In August 2021, ServiceMaster Brands purchased Two Men and a Truck, a family-owned moving franchise. As part of the sale, ServiceMaster Brands agreed to make charitable contributions to the nonprofits supported by Two Men and a Truck over the years.

In April 2022, ServiceMaster Brands purchased Aftermath Services, a privately owned trauma & biohazard cleanup company.

== Acquisitions ==
ServiceMaster Clean (established 1952): Janitorial and carpet cleaning

Terminix (founded 1927, acquired 1986, separation 2020): pest control; divested from Terminix Global Holdings October 2020

Merry Maids (acquired 1988): maid services

American Home Shield (acquired 1989); spun off in 2018

Furniture Medic (acquired 1996): furniture repair

Rescue Industries and American Residential Services, now known as ARS/Rescue Rooter: RI acquired in 1998; ARS acquired and merged with RI 1999; sold 2006

ServiceMaster Restore (established 2013): disaster restoration

AmandaSpec (acquired 2007): home inspection

Two Men and a Truck (acquired 2021)

Aftermath Services (established 1996, acquired 2022): trauma & biohazard cleaning

Indoor Science (acquired 2022)

ServiceMaster Brands sold Furniture Medic and AmeriSpec to Eagle Merchant Partners in April 2023.

Amerispec is a franchisor which sells and supports residential and commercial inspection services franchisees throughout the United States and Canada.
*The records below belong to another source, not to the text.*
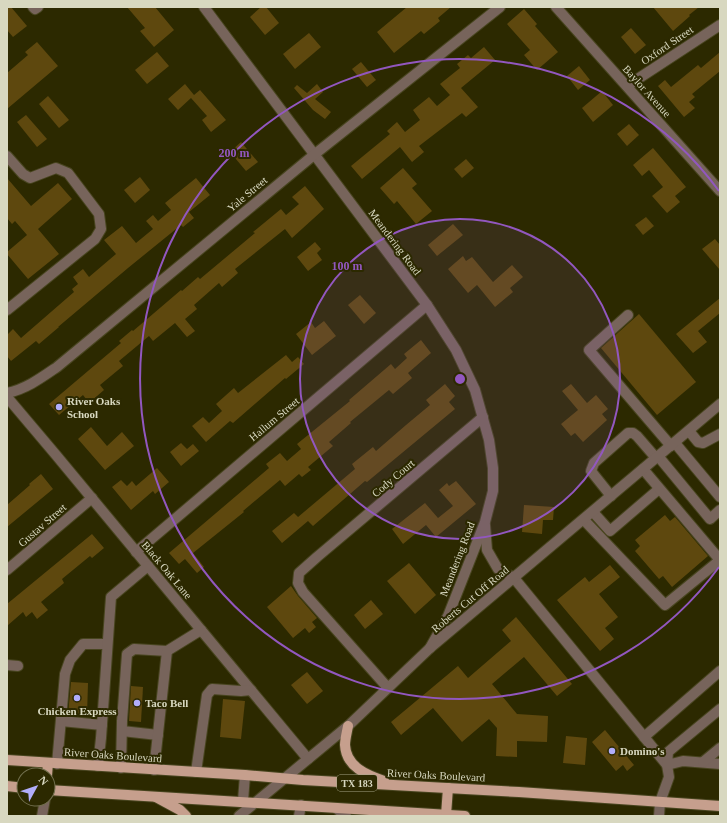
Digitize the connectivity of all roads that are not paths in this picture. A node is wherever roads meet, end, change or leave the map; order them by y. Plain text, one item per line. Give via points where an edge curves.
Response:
1 (33, 7) edge
2 (38, 7) edge
3 (204, 7) edge
4 (500, 7) edge
5 (556, 7) edge
6 (720, 25) edge
7 (628, 86) junction
8 (315, 154) junction
9 (7, 156) edge
10 (720, 191) edge
11 (427, 304) junction
12 (8, 307) edge
13 (628, 315) dead end
14 (7, 393) edge
15 (7, 397) edge
16 (719, 408) edge
17 (483, 417) junction
18 (689, 431) junction
19 (720, 434) edge
20 (673, 444) junction
21 (657, 457) junction
22 (644, 469) junction
23 (659, 489) junction
24 (611, 496) junction
25 (720, 497) edge
26 (92, 498) junction
27 (720, 510) edge
28 (593, 512) junction
29 (584, 520) junction
30 (485, 522) junction
31 (136, 552) junction
32 (148, 566) junction
33 (7, 570) edge
34 (514, 578) junction
35 (201, 630) junction
36 (107, 644) junction
37 (430, 648) junction
38 (167, 651) junction
39 (7, 665) edge
40 (18, 666) dead end
41 (720, 671) edge
42 (388, 688) junction
43 (251, 690) junction
44 (720, 709) edge
45 (61, 721) junction
46 (102, 725) junction
47 (348, 726) junction
48 (122, 731) junction
49 (158, 735) junction
50 (644, 737) junction
51 (720, 748) edge
52 (308, 759) junction
53 (7, 760) edge
54 (703, 762) junction
55 (53, 763) junction
56 (720, 764) edge
57 (667, 765) junction
58 (98, 766) junction
59 (51, 767) edge
60 (121, 768) junction
61 (154, 770) junction
62 (196, 772) junction
63 (245, 775) junction
64 (285, 779) junction
65 (398, 786) junction
66 (448, 788) junction
67 (56, 790) edge
68 (154, 796) junction
69 (243, 801) junction
70 (256, 802) junction
71 (660, 802) junction
72 (301, 805) junction
73 (720, 806) edge
74 (336, 808) junction
75 (385, 813) edge
76 (446, 815) edge
77 (186, 816) edge
78 (239, 816) edge
79 (299, 816) edge
80 (346, 816) edge
81 (465, 816) edge
82 (659, 816) edge

1 - 2 street
3 - 8 street, Meandering Road
4 - 8 street, Yale Street
5 - 7 street, Baylor Avenue
6 - 7 street, Oxford Street
7 - 10 street, Baylor Avenue
8 - 11 street, Meandering Road
8 - 14 street, Yale Street via 57,367 18,391
9 - 12 street via 22,174 30,178 56,168 68,174 98,214 101,229 95,239
11 - 17 street, Meandering Road via 456,350 475,390
11 - 31 street, Hallum Street
13 - 20 street via 589,350
15 - 26 street, Black Oak Lane
16 - 18 street, Roberts Cut Off Road
17 - 30 street, Meandering Road via 493,468 493,491
17 - 42 street, Cody Court via 299,574 298,583 303,592
18 - 19 street via 702,443
18 - 20 street, Roberts Cut Off Road
20 - 21 street, Roberts Cut Off Road
20 - 25 street
21 - 22 street, Roberts Cut Off Road
21 - 24 street via 637,436 628,433 594,463 590,471
21 - 27 street via 710,518
22 - 23 street
22 - 24 street, Roberts Cut Off Road
23 - 28 street via 610,531
23 - 29 street via 720,560 665,605
24 - 28 street, Roberts Cut Off Road
26 - 31 street, Black Oak Lane
26 - 33 street, Gustav Street
28 - 29 street, Roberts Cut Off Road
29 - 34 street, Roberts Cut Off Road
30 - 34 street, Meandering Road via 487,550 498,569
30 - 37 street, Meandering Road via 448,616
31 - 32 street, Black Oak Lane
32 - 35 street, Black Oak Lane
32 - 36 street via 110,597
34 - 37 street, Roberts Cut Off Road
34 - 50 street, Meandering Road
35 - 38 street
35 - 43 street, Black Oak Lane
36 - 45 street via 83,644 70,660 64,674
36 - 46 street
37 - 42 street, Roberts Cut Off Road
38 - 48 street via 134,649 127,654
38 - 49 street
39 - 40 street
41 - 50 street
42 - 47 street, Roberts Cut Off Road
43 - 52 street, Black Oak Lane
43 - 62 street via 241,692 212,689 207,695
44 - 57 street via 668,752
45 - 46 street
45 - 55 street
46 - 58 street
47 - 52 street, Roberts Cut Off Road
47 - 65 main road via 345,744 347,755 354,766 368,775
48 - 49 street
48 - 60 street
49 - 61 street
50 - 57 street, Meandering Road
51 - 54 street
52 - 64 street, Roberts Cut Off Road
53 - 55 main road, River Oaks Boulevard / TX 183
54 - 56 street
54 - 57 street via 683,761
55 - 58 main road, River Oaks Boulevard / TX 183
55 - 59 main road
57 - 71 street via 669,777
58 - 60 main road, River Oaks Boulevard / TX 183
60 - 61 main road, River Oaks Boulevard / TX 183
61 - 62 main road, River Oaks Boulevard / TX 183
62 - 63 main road, River Oaks Boulevard / TX 183
63 - 64 main road, River Oaks Boulevard / TX 183
63 - 69 street
64 - 65 main road, River Oaks Boulevard / TX 183
64 - 70 street, Roberts Cut Off Road
65 - 66 main road, River Oaks Boulevard / TX 183
66 - 71 main road, River Oaks Boulevard / TX 183
66 - 76 main road
67 - 68 main road
68 - 69 main road
68 - 77 main road
69 - 70 main road
70 - 72 main road
70 - 78 street, Roberts Cut Off Road
71 - 73 main road, River Oaks Boulevard / TX 183
71 - 82 street
72 - 74 main road
72 - 79 street
74 - 75 main road
74 - 80 street
75 - 76 main road
76 - 81 main road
The company's main services are general home inspection, relocation inspections and commercial property inspections. AmeriSpec has around 300 independently owned and operated franchises in the United States and Canada. In January 2007, after previously being a wholly owned subsidiary of American Home Shield, the company was sold to the ServiceMaster Holding Company and was placed under the leadership of the other ServiceMaster Brands.